━━ Materials provided ━━

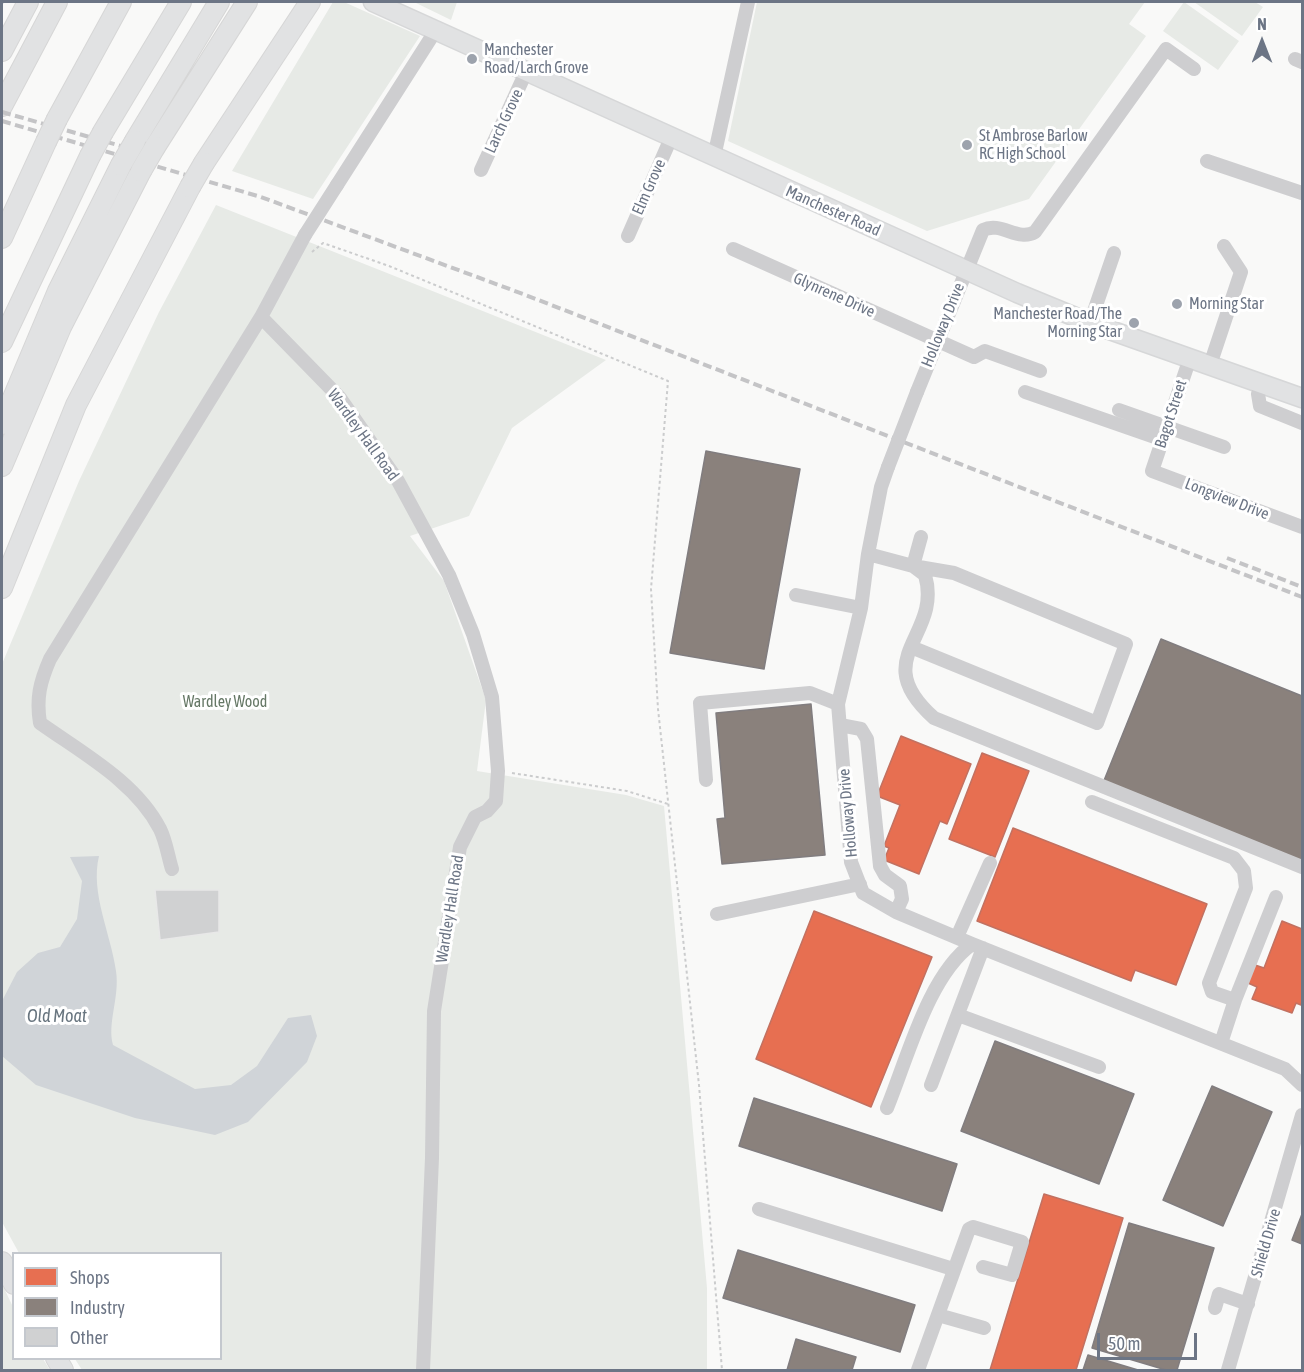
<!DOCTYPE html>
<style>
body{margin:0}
#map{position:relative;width:1304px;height:1372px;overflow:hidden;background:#f9f9f8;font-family:"Asap Condensed",sans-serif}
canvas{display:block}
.frame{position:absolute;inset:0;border:3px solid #6c7585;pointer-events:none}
.legend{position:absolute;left:12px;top:1252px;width:210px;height:108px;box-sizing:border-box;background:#fff;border:2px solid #c4c8ce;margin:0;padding:8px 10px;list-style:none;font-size:18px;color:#6c7585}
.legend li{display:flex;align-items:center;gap:12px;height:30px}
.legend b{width:30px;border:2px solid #c4c8ce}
.north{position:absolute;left:1232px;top:12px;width:60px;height:60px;-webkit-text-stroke:4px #fff;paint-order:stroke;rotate:0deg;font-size:16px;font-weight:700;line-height:24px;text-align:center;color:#6c7585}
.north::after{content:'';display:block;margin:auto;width:21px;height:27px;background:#6c7585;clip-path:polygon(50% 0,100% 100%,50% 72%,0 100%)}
.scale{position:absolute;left:1097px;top:1333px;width:100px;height:27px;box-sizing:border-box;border:3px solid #6c7585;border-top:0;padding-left:8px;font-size:18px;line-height:21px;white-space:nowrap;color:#6c7585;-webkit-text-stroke:4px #fff;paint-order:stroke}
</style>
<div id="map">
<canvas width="1304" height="1372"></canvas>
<div class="frame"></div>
<ul class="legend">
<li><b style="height:16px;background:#e76f51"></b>Shops</li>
<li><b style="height:16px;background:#8a817c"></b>Industry</li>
<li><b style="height:16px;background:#d0d1d2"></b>Other</li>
</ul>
<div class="north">N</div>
<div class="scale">50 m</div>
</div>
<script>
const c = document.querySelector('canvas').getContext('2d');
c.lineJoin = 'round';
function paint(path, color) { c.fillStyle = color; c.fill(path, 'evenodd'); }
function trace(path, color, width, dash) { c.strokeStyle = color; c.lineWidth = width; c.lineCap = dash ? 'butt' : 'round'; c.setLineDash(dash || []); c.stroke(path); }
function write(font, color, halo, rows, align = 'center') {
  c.font = font + ' "Asap Condensed",sans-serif'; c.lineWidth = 6; c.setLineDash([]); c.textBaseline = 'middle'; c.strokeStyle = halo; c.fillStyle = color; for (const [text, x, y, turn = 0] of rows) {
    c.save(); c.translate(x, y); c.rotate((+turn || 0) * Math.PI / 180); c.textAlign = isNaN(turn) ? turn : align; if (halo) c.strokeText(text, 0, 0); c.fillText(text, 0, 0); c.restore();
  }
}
paint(new Path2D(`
 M333,2H344L420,36L313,199L232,171Z
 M414,2H457L451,20Z
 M757,2H1145L1129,24L1146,36L1029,199L927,231L728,141Z
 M1184,2L1239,41L1218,70L1163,31Z
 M1194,2H1255L1263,7L1242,36Z
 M216,205L606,360L512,428L469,516L410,536L444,581L486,700L477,771L626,795L664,806L707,1288V1370H82L75,1359L220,1358V1254L19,1253L2,1222V664L79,481L159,312Z
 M2,1284L13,1307L14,1358L43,1359L50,1370H2Z`), '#e7eae6');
paint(new Path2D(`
 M99,856C90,893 111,934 116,971C120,997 107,1023 113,1045L195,1089L231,1085L257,1066L288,1018L311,1015L317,1036L307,1062L248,1122L215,1135L135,1118L36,1085L2,1056V1001L17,972L38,953L60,947L77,919L82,881L70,857Z`), '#d0d4d8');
const shops = new Path2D(`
 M901,736L971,764L947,824L940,821L919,874L884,860L889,848L884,846L900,805L877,796Z
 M982,753L1029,771L995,857L949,839Z
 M1013,828L1207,904L1176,985L1135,970L1131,981L977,921Z
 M814,911L932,957L871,1107L756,1059Z
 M1282,921L1302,929V1001L1301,1005L1296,1003L1292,1013L1252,999L1257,987L1248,983L1255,965L1264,968Z
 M1044,1194L1123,1218L1076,1370H990Z`);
paint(shops, '#e76f51');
trace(shops, '#c27161', 1.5);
const industry = new Path2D(`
 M706,451L800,469L764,669L670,653Z
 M1161,639L1302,696V864L1103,783Z
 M811,704L825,855L722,864L717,819L725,818L716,713Z
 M995,1041L1134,1094L1099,1184L961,1131Z
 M1212,1086L1272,1112L1223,1226L1163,1200Z
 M754,1098L957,1164L942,1211L739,1146Z
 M1302,1214V1244L1292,1240Z
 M1129,1223L1214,1248L1177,1370H1166L1092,1348Z
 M738,1250L915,1305L900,1352L723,1298Z
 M796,1339L856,1357L852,1370H787Z
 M1088,1355L1138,1370H1083Z`);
paint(industry, '#8a817c');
trace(industry, '#817d7f', 1.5);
const building = new Path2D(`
 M155,890H219V932L160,940Z`);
paint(building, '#d0d1d2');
trace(building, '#e8e8e8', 1.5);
const major = new Path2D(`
 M373,2L1017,293L1090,323L1302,398`);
const highway = new Path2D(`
 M2,51L28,2
 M2,106L57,2
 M57,119L121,2
 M103,132L181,2
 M135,141L219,2
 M155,147L247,2
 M204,163L310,2
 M2,238L46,142
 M2,342L90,156
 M2,424L58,291L121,165
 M2,466L61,327L141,171
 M2,588L76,405L190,187
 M2,1262L14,1284
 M56,1358L63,1370`);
trace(major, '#d6d7d8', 21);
trace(highway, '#d6d6d6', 22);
trace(new Path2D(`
 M2,4L3,2
 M312,252L323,243L389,266L668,381L651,589L658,709L699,1085L722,1370
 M512,773L627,791L668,804`), '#cbcccd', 2, [3, 3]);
trace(new Path2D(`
 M1295,59L1302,62
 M714,157L748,2
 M1207,161L1302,193
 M481,170L526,72
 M337,185L436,30
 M628,236L671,138
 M733,249L974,357L985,351L1040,371
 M261,317L340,398L398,481L449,575L473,634L492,697L498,771L496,801L487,811L475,817L460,847L434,1011L432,1158L423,1370
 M1090,323L1114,253
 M1190,358L1152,471L1302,527
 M1210,365L1241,272L1224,246
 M1262,383L1258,394L1260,406L1302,423
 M917,392L983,230C1001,221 1018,242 1035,232L1166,49L1194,69
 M1025,392L1163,440
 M1119,410L1224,447
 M888,467L881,487L868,554L861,608L838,704L851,862L863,893L896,912L972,944L1285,1069L1302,1085
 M868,554L913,566L925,575C943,637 866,657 934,718L1302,867
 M796,595L861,608
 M911,647L1097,723L1126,644L954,573L913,566L921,537
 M840,725L861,729L867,739L880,866L885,875L900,886L902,899L896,912
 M706,780L700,703L810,693L838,704
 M1092,802L1234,858L1244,871L1246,888L1209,983L1212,992L1235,1000L1221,1043
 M172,869C168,856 166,841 160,829C136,782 82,753 40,723C36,698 40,682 50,659L261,317L305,235
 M717,914L860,884
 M957,937L990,863
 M1235,1000L1276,897
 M958,1015L1099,1067
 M931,1085L983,948
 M887,1108C908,1057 928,976 972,944
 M759,1209L953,1269
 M1215,1308L1219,1294L1248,1304
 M938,1315L984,1328
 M918,1370L969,1229L973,1227L1022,1242L1012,1275L983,1267
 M1228,1370L1302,1115`), '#ceced0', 14);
trace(major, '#e1e2e3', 18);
trace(highway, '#e1e2e3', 20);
trace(new Path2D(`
 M2,112L128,148
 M2,121L261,197L523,294L1302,597
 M1227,558L1302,587`), '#c4c4c6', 4, [9, 4.5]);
const highwayBridge = new Path2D(`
 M46,142L57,119
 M90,156L103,132
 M121,165L135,141
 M141,171L155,147
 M190,187L204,163`);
trace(highwayBridge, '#d6d6d6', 22, []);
trace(new Path2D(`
 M305,235L337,185
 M888,467L917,392`), '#ceced0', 14);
trace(highwayBridge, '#e1e2e3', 20);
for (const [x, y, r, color] of [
 [472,59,6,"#9da3ad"],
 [967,145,6,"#9da3ad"],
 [1177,304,6,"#9da3ad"],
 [1134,323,6,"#9da3ad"]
]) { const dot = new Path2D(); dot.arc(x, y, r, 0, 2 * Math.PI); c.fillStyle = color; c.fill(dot); trace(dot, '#fff', 2); }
write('16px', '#6c7585', '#fff', [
 ["Manchester",484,50],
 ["Road/Larch Grove",484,68],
 ["St Ambrose Barlow",979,136],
 ["RC High School",979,154],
 ["Morning Star",1189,304],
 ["Manchester Road/The",1122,314,"right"],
 ["Morning Star",1122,332,"right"]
], 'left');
write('16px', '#6c7585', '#fff', [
 ["Larch Grove",504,121,-65],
 ["Elm Grove",649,187,-66],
 ["Manchester Road",833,211,24],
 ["Glynrene Drive",834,295,24],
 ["Holloway Drive",943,325,-68],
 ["Bagot Street",1171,414,-72],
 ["Wardley Hall Road",363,435,54],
 ["Longview Drive",1227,499,21],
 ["Holloway Drive",848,813,-95],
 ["Wardley Hall Road",450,909,-81],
 ["Shield Drive",1266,1243,-74]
]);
write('16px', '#667866', '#fff', [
 ["Wardley Wood",225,702]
]);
write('italic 18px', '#68757f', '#fff', [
 ["Old Moat",57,1016]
]);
</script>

━━━

What is needed:
Among the lines of the data above, count those holding "strokeStyle" and state only the number.

Solution to this problem:
2